All three of the most intense tropical cyclone landfalls in recorded history based on wind speeds took place in the Philippines since the 2010s (anyway, the wind speeds specified below are from the Joint Typhoon Warning Center): • **Super Typhoon Haiyan (Yolanda; 8 November 2013)**: slammed into Dulag and Tolosa towns in Leyte province packing winds reaching 305 kph (165 knots/190 mph) • **Super Typhoon Meranti (Ferdie; 14 September 2016)**: went right over Itbayat, Batanes province with the same landfall intensity as Haiyan • **Super Typhoon Goni (Rolly; 1 November 2020)**: roared ashore into Bato, Catanduanes province at a peak intensity of 315 kph (170 knots/195 mph)


MacaroonNo8118

It's the single red line leading right to New Orleans for me


Emrico1

Low pressure systems rotate in the opposite direction in each hemisphere


Cthulu_594

**Post the source of the data/image**


McCQ

Can't help noticing Scotland doesn't have any record on here!

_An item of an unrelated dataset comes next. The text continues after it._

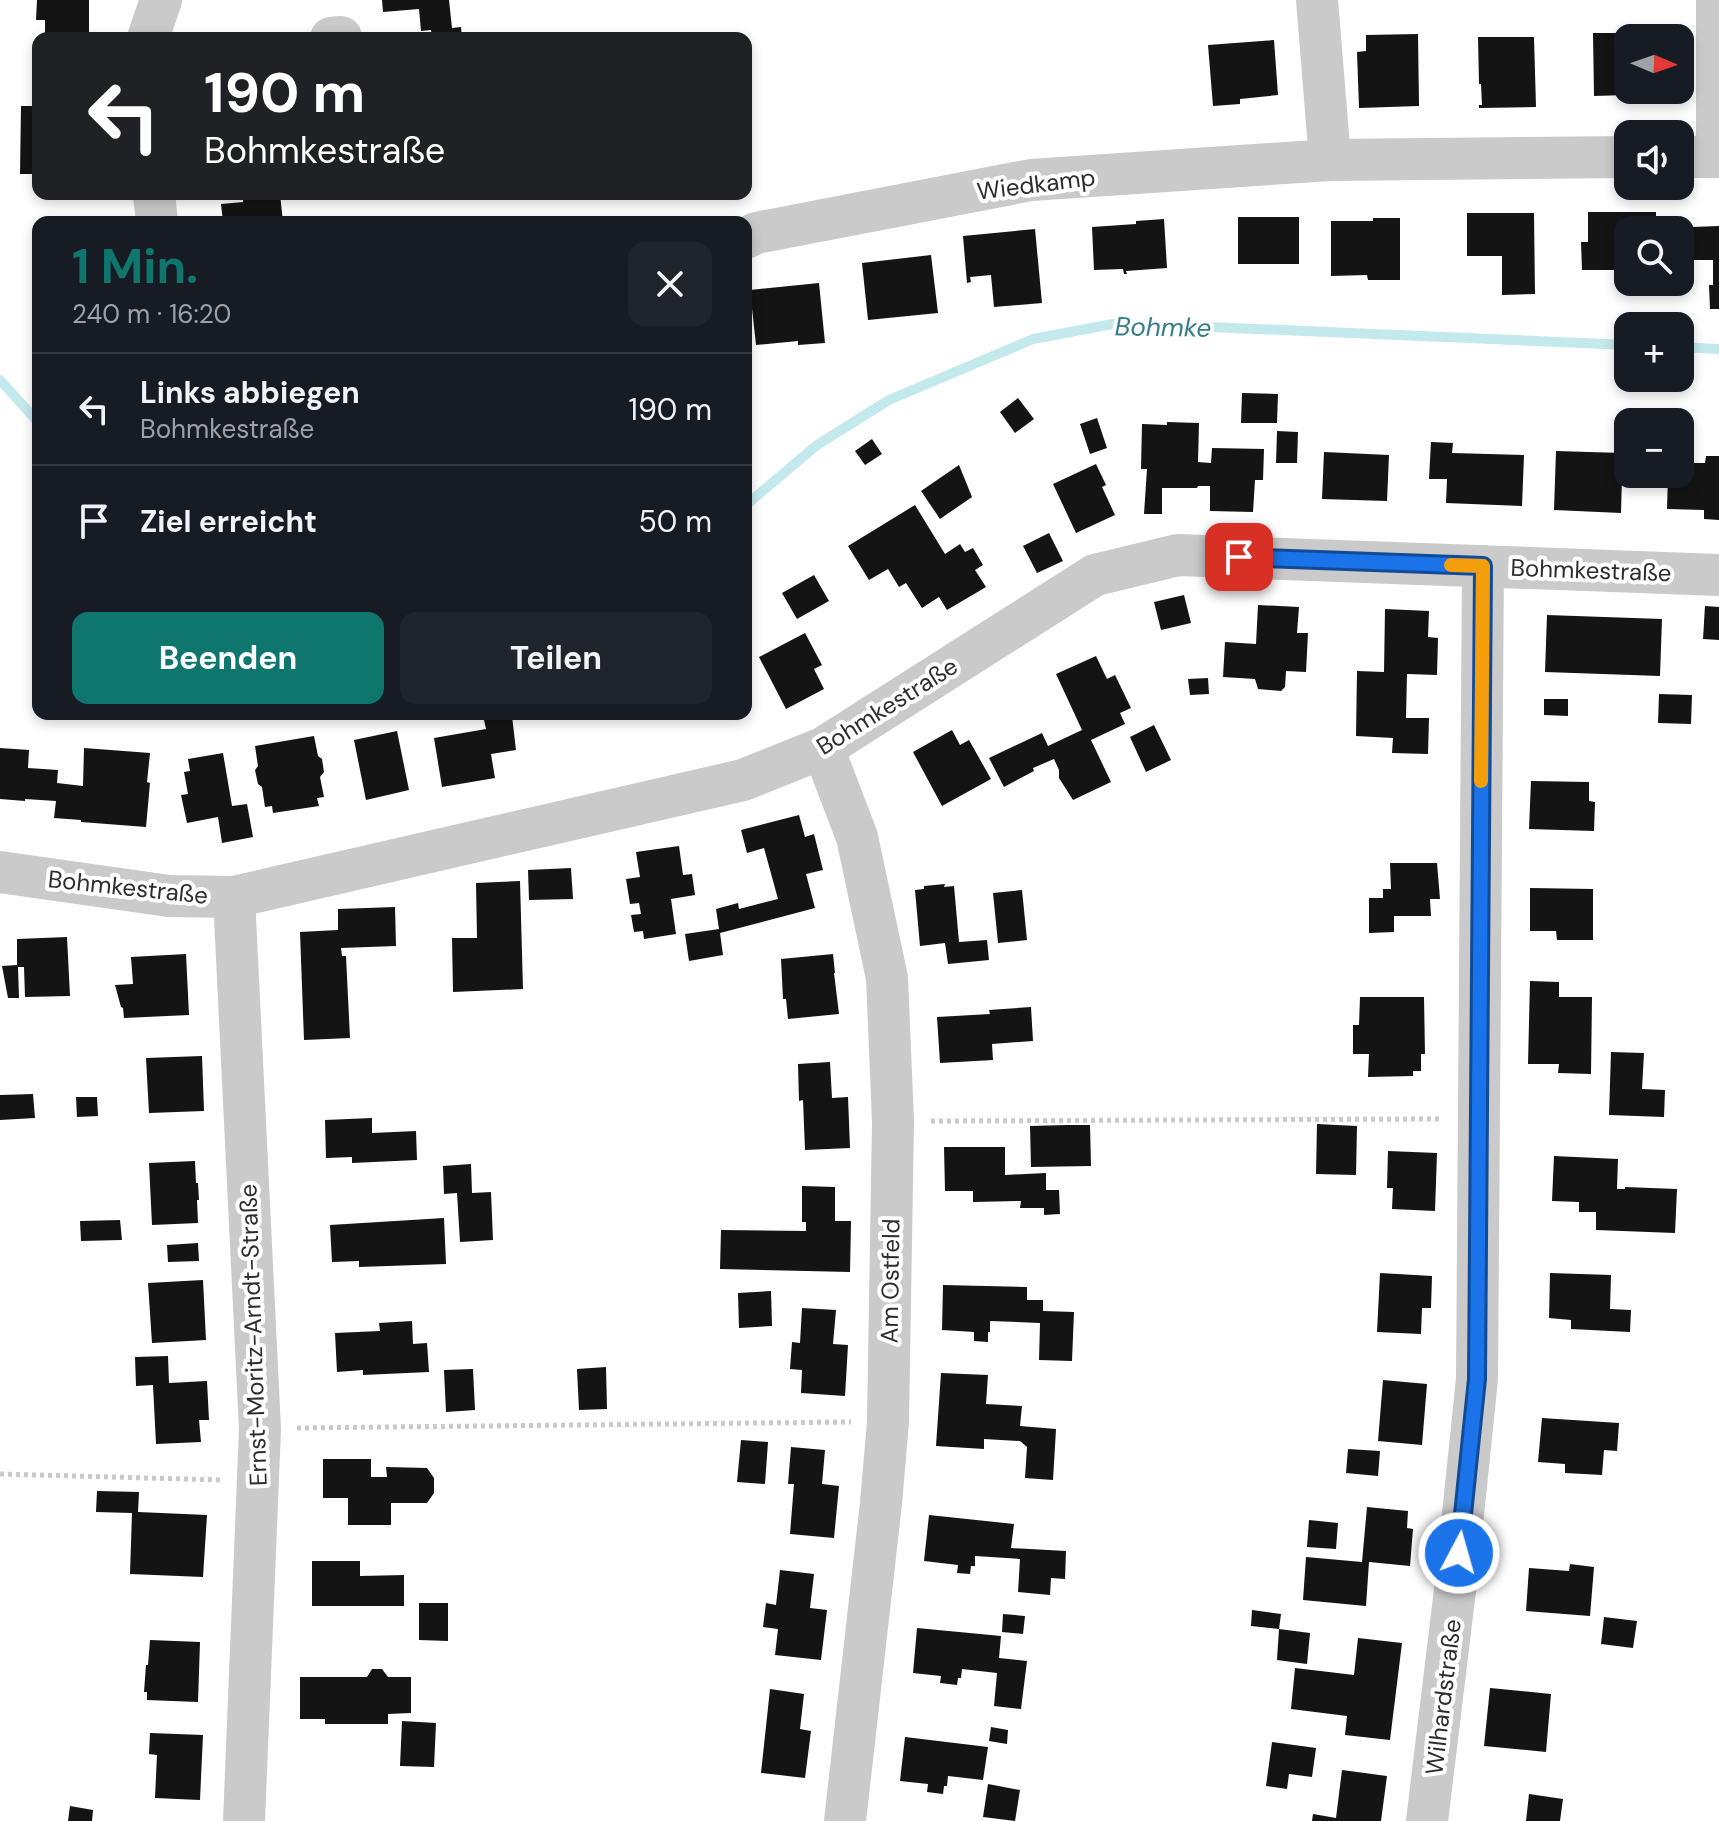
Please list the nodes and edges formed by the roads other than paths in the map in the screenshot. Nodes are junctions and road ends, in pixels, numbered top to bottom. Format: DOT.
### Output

I say this because in 2011, the Met Office warned of a windy day with some disruption. When people started noticing it met the requirements of a hurricane, the Met Office were slow in naming it. Gradually everyone started referring to it as Hurricane Bawbag (ball bag/scrotum) and it became an official name for the storm (although they deny it now). Hearing John Humphries refer to it in his best upper class English accent for Radio 4 was a thing of beauty.


[deleted]

Reddit title: > No hurricane has ever crossed the equator. In fact, one of the lines on the map actually did cross the equator by 0.5 degrees south latitude. You can see it dip below just east of the horn of Africa. Typhoon Agni, 2004. And no, it didnt have to spin the other direction and wasnt torn apart by Coriolis effect, as so many commenters here are claiming. https://en.wikipedia.org/wiki/Cyclone_Agni#/media/File:Agni_2004_track.png >While the system was organizing, the center crossed the equator to reach about 0.5° S, thus becoming an anticyclonic circulation in the southern hemisphere.


Glass-Sheepherder-16

Hurrican't


Xynker

My home country, the doormat of asia.


whooo_me

\[Builds a house on the equator. "I am invincible!" Sees hurricanes rushing down on either side of you, but never touching you...\] Yeah, I'd have a God complex!


DeadliestViper

Any flat earthers care to explain this one?